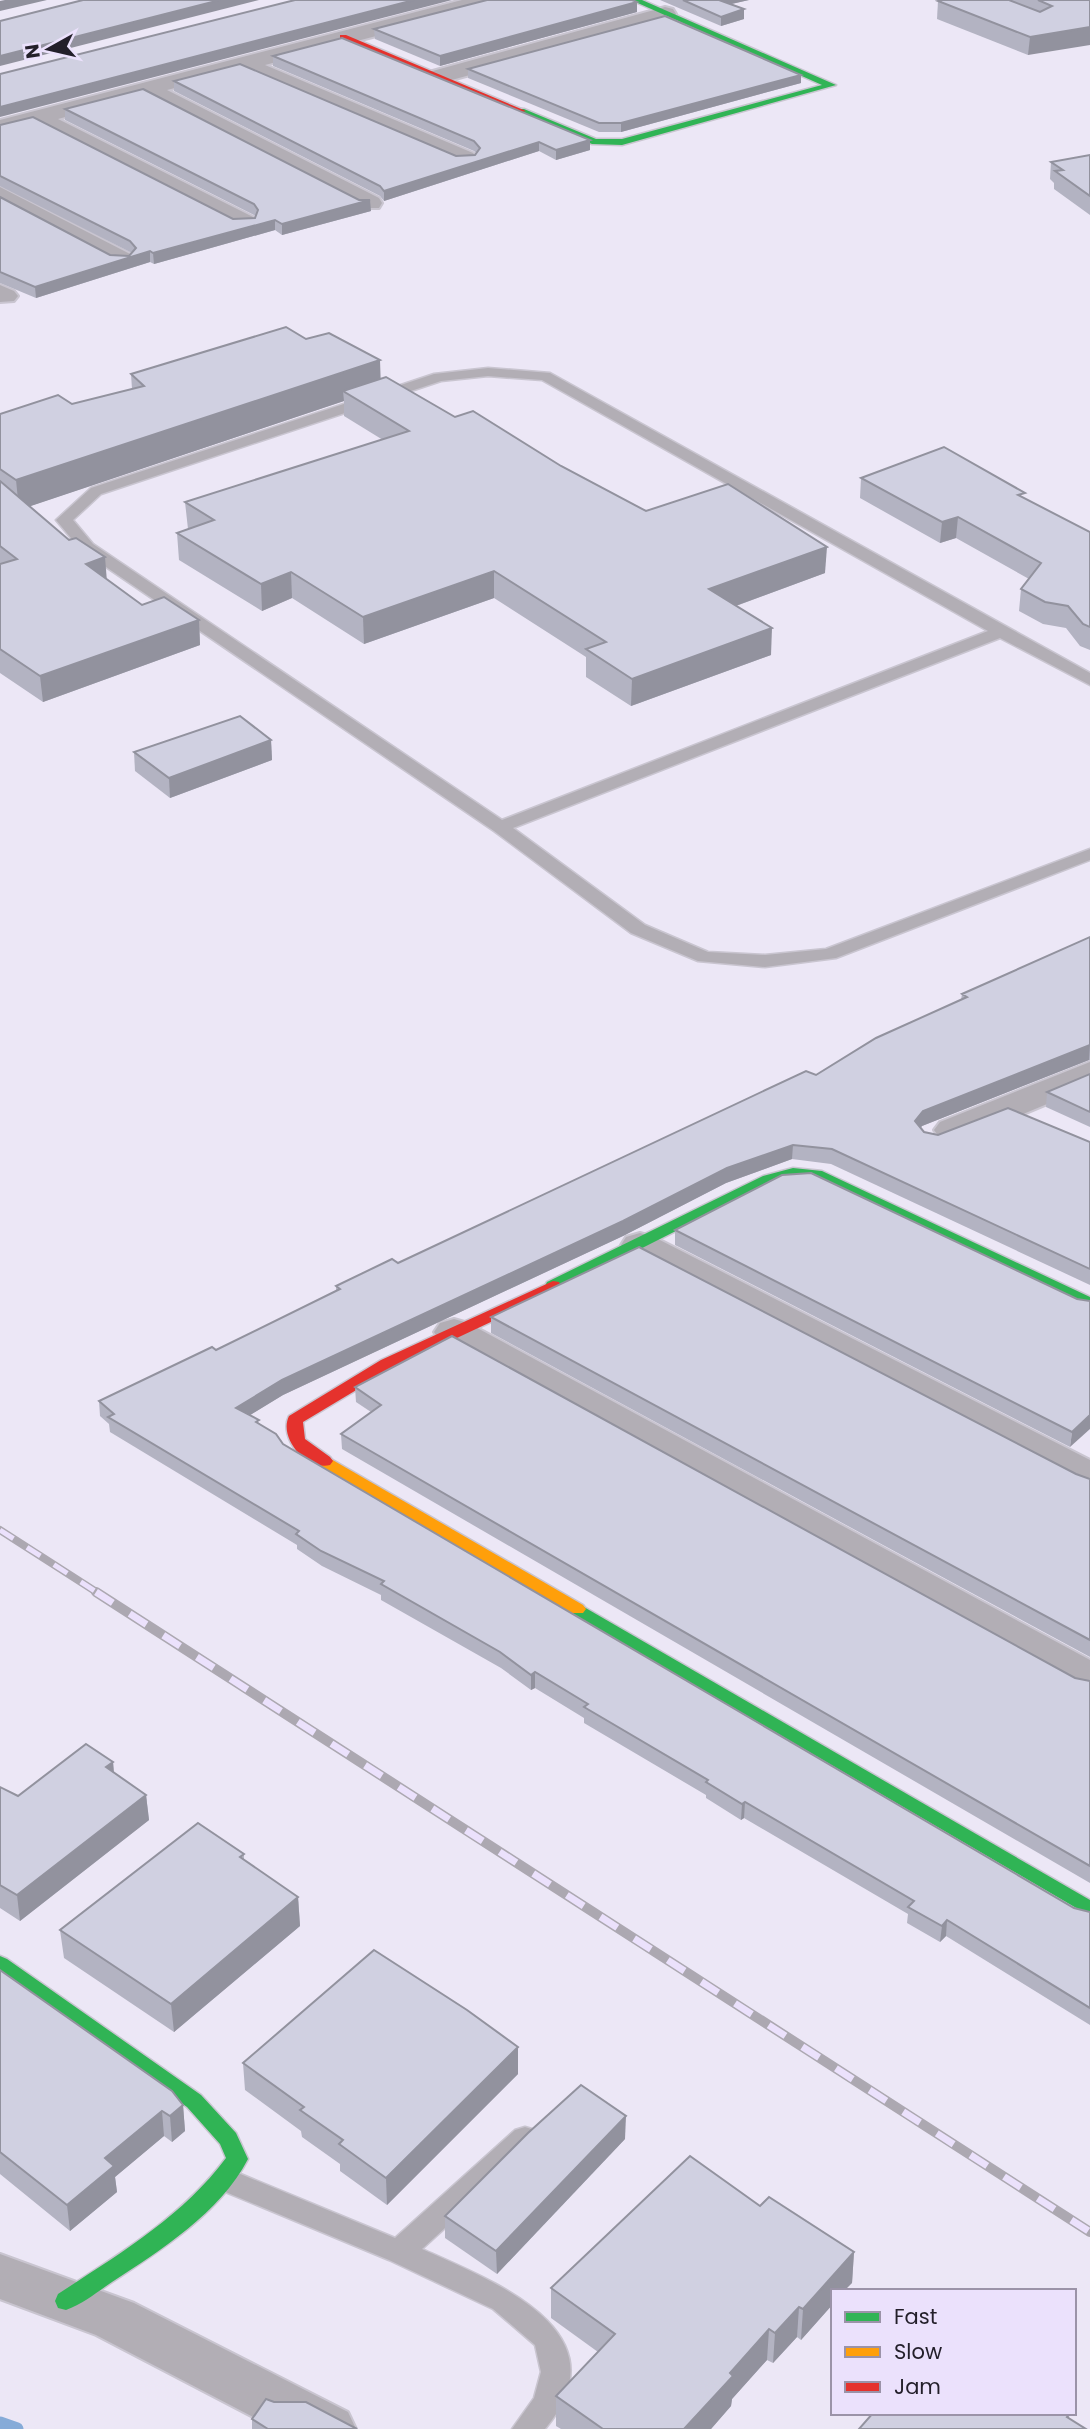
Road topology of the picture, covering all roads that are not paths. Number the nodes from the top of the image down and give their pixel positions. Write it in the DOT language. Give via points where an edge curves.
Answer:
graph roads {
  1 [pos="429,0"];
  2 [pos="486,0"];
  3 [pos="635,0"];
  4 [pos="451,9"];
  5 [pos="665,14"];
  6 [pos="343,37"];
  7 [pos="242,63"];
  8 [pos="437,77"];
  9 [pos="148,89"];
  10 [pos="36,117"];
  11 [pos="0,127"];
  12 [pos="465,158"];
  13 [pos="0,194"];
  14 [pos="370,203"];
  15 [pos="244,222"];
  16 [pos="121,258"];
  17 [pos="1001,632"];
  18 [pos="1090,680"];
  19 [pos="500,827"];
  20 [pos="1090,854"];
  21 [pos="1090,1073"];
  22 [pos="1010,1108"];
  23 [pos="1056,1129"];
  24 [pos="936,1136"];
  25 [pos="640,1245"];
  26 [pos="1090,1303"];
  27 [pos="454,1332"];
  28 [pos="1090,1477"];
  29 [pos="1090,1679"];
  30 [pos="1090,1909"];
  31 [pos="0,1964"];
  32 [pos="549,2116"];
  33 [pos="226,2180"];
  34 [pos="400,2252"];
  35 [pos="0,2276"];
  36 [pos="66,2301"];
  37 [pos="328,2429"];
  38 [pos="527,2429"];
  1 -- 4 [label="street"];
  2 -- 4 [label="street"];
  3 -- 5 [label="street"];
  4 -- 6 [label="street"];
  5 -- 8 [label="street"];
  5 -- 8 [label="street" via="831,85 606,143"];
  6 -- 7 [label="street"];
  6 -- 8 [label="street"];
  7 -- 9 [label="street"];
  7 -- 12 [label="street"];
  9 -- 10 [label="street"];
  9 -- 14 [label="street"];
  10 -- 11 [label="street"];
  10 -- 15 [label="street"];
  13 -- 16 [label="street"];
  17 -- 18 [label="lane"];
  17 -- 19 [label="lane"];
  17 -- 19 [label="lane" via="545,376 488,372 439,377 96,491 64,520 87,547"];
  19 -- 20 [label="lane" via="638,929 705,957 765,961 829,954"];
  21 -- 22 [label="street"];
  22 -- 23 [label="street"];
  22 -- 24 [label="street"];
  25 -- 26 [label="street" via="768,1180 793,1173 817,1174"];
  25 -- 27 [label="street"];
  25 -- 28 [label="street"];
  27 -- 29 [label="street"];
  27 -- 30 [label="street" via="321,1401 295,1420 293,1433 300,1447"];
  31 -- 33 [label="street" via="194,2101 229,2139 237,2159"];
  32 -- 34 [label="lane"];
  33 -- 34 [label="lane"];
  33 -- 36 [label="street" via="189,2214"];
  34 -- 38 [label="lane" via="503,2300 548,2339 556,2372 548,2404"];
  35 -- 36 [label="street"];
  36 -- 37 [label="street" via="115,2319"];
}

_ _ _ _ _

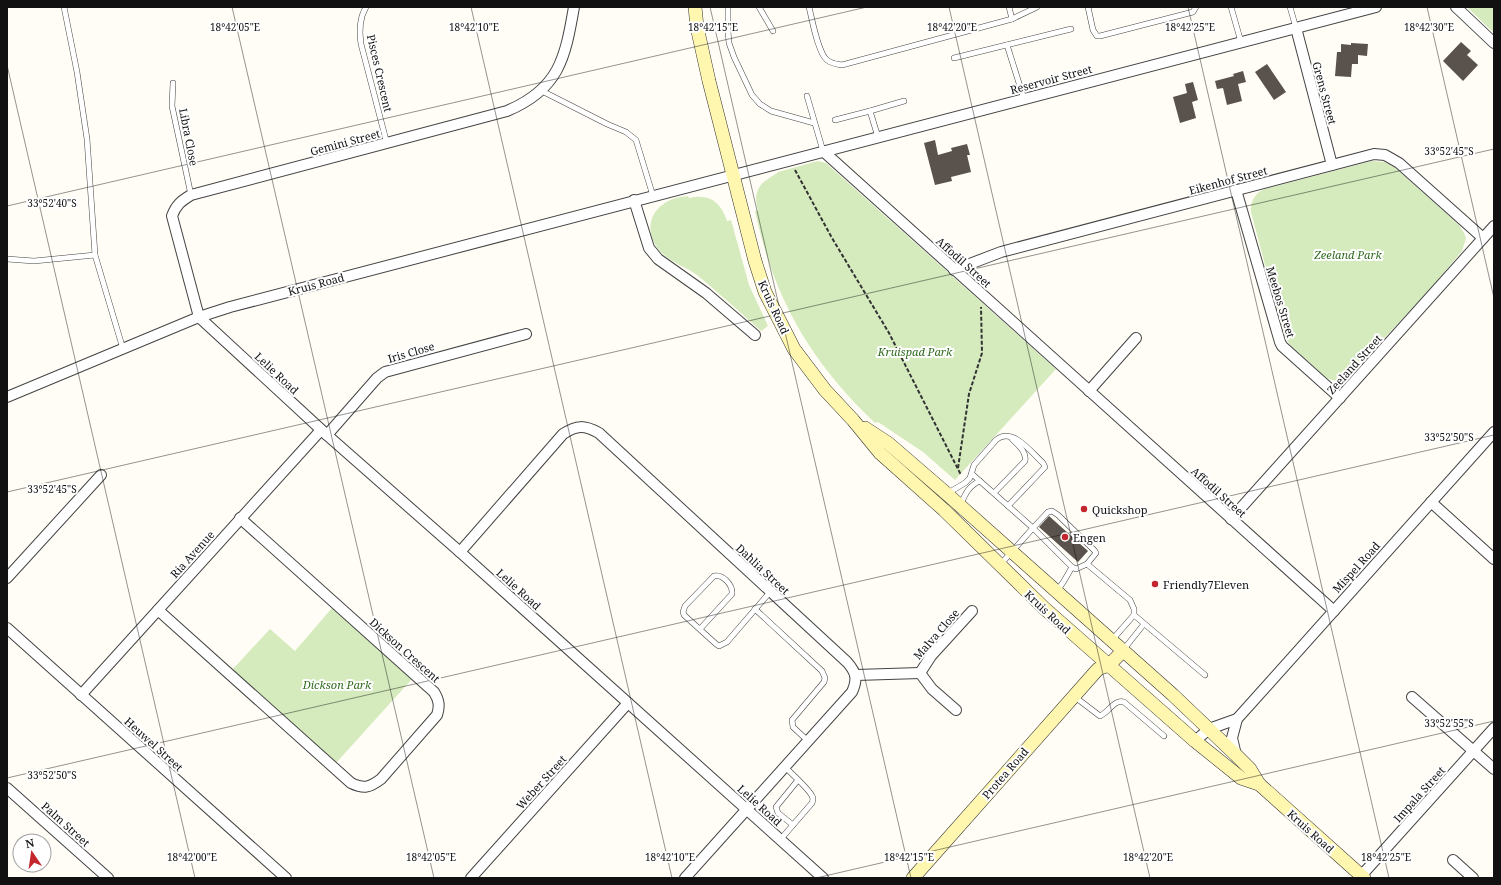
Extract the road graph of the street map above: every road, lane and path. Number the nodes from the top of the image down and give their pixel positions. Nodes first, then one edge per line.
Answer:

_ _ _ _ _

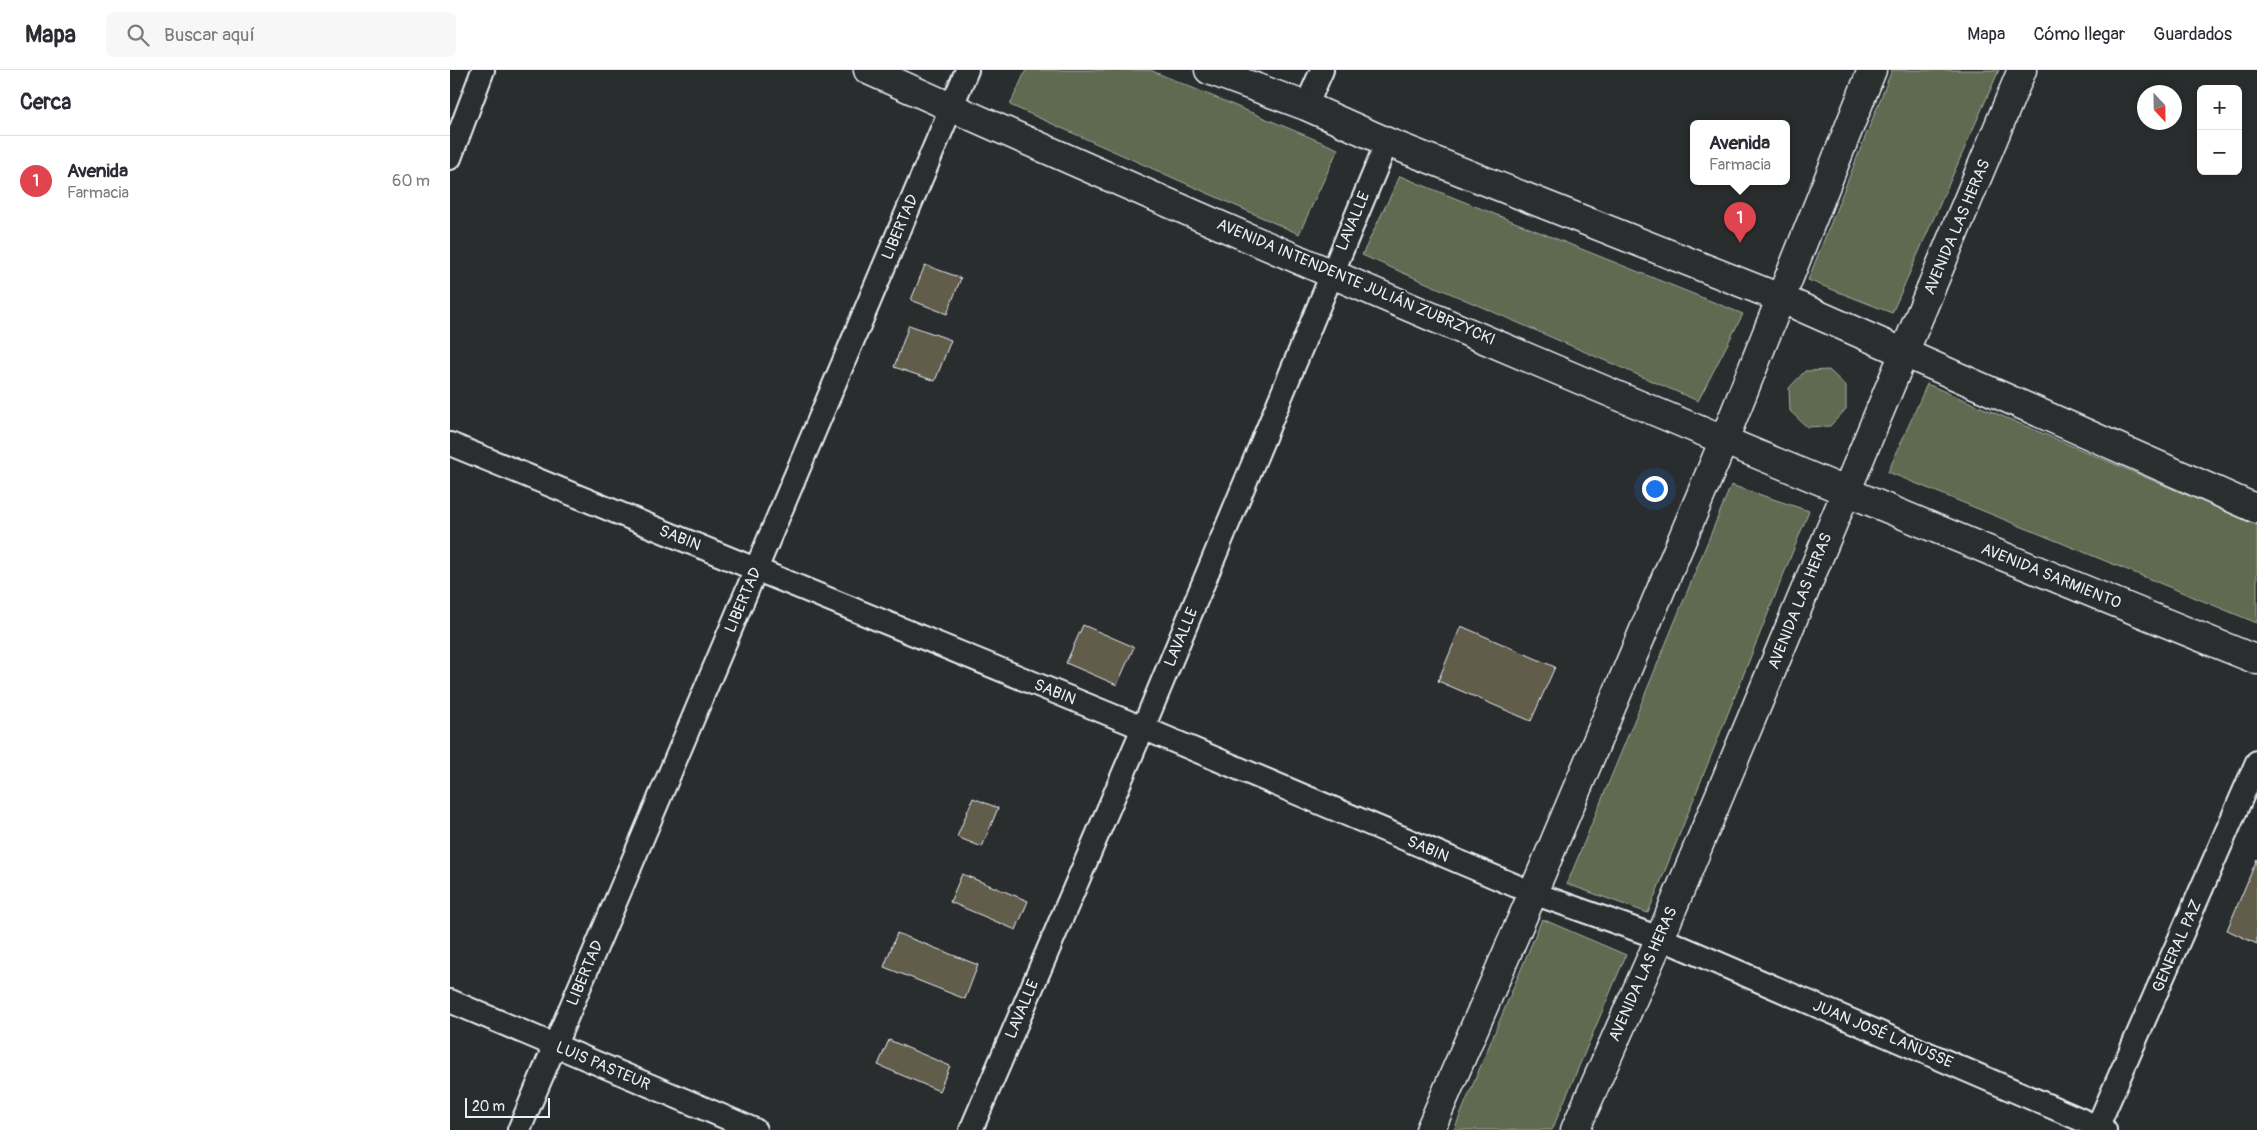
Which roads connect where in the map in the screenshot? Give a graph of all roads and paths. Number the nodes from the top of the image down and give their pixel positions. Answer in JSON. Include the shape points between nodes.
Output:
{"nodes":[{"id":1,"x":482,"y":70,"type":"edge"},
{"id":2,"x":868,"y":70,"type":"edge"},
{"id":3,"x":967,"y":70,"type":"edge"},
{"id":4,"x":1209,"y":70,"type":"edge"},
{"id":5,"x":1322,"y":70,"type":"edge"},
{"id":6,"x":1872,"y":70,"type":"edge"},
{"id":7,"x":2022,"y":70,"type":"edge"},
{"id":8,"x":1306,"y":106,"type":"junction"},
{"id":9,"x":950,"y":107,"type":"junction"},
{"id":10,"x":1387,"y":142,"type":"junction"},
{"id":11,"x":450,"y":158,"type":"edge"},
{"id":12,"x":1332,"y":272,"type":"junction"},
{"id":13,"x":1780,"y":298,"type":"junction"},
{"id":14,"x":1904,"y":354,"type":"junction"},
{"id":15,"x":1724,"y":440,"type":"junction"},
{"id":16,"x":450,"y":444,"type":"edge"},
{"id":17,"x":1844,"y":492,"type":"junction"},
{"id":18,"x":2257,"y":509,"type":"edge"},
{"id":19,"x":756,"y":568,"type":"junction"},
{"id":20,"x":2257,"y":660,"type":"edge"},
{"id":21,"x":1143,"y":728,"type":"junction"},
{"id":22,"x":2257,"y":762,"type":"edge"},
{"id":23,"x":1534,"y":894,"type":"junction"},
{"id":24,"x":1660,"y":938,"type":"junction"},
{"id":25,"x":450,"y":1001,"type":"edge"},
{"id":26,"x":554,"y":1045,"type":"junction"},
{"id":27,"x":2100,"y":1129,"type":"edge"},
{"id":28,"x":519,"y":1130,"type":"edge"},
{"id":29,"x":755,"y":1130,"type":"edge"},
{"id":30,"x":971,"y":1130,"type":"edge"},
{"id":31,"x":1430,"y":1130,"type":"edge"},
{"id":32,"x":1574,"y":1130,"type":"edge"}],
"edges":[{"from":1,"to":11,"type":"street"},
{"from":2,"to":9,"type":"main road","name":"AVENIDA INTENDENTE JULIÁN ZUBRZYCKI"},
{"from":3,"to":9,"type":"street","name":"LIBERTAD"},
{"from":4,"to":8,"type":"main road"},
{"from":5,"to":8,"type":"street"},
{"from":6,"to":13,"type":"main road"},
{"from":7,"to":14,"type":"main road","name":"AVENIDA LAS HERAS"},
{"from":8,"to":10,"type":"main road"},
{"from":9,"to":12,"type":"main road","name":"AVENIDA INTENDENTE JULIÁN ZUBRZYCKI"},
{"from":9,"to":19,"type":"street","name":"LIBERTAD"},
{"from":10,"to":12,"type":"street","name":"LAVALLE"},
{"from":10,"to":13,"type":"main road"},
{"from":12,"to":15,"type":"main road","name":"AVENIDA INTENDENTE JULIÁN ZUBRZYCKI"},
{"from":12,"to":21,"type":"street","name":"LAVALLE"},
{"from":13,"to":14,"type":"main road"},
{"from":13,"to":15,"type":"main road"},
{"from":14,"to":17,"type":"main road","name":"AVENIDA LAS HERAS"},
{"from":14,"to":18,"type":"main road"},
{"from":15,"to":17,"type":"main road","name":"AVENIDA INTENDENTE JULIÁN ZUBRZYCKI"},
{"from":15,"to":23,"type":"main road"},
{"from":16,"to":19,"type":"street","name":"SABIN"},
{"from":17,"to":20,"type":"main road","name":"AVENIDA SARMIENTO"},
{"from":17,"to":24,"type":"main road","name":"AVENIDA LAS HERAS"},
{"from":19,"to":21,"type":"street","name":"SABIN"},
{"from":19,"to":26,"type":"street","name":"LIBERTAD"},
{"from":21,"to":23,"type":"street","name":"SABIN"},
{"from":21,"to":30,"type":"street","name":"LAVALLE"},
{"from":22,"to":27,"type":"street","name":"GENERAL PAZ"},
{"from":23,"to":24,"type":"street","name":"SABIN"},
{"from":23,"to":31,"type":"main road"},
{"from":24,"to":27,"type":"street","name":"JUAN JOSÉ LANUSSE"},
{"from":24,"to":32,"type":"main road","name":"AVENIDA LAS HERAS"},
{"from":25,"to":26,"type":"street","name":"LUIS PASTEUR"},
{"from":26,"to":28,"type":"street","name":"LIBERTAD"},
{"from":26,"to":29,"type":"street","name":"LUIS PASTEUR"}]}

_ _ _ _ _

Identify the lines of the data that contain the word "points". Copy each of them.

> Response below:
Road topology of the picture, covering all roads that are not paths. Number the nodes from the top of the image down and give their pixel positions. Write it in the DOT language. Give via points where an edge curves.
Which roads connect where in the map in the screenshot? Give a graph of all roads and paths. Number the nodes from the top of the image down and give their pixel positions. Answer in JSON. Include the shape points between nodes.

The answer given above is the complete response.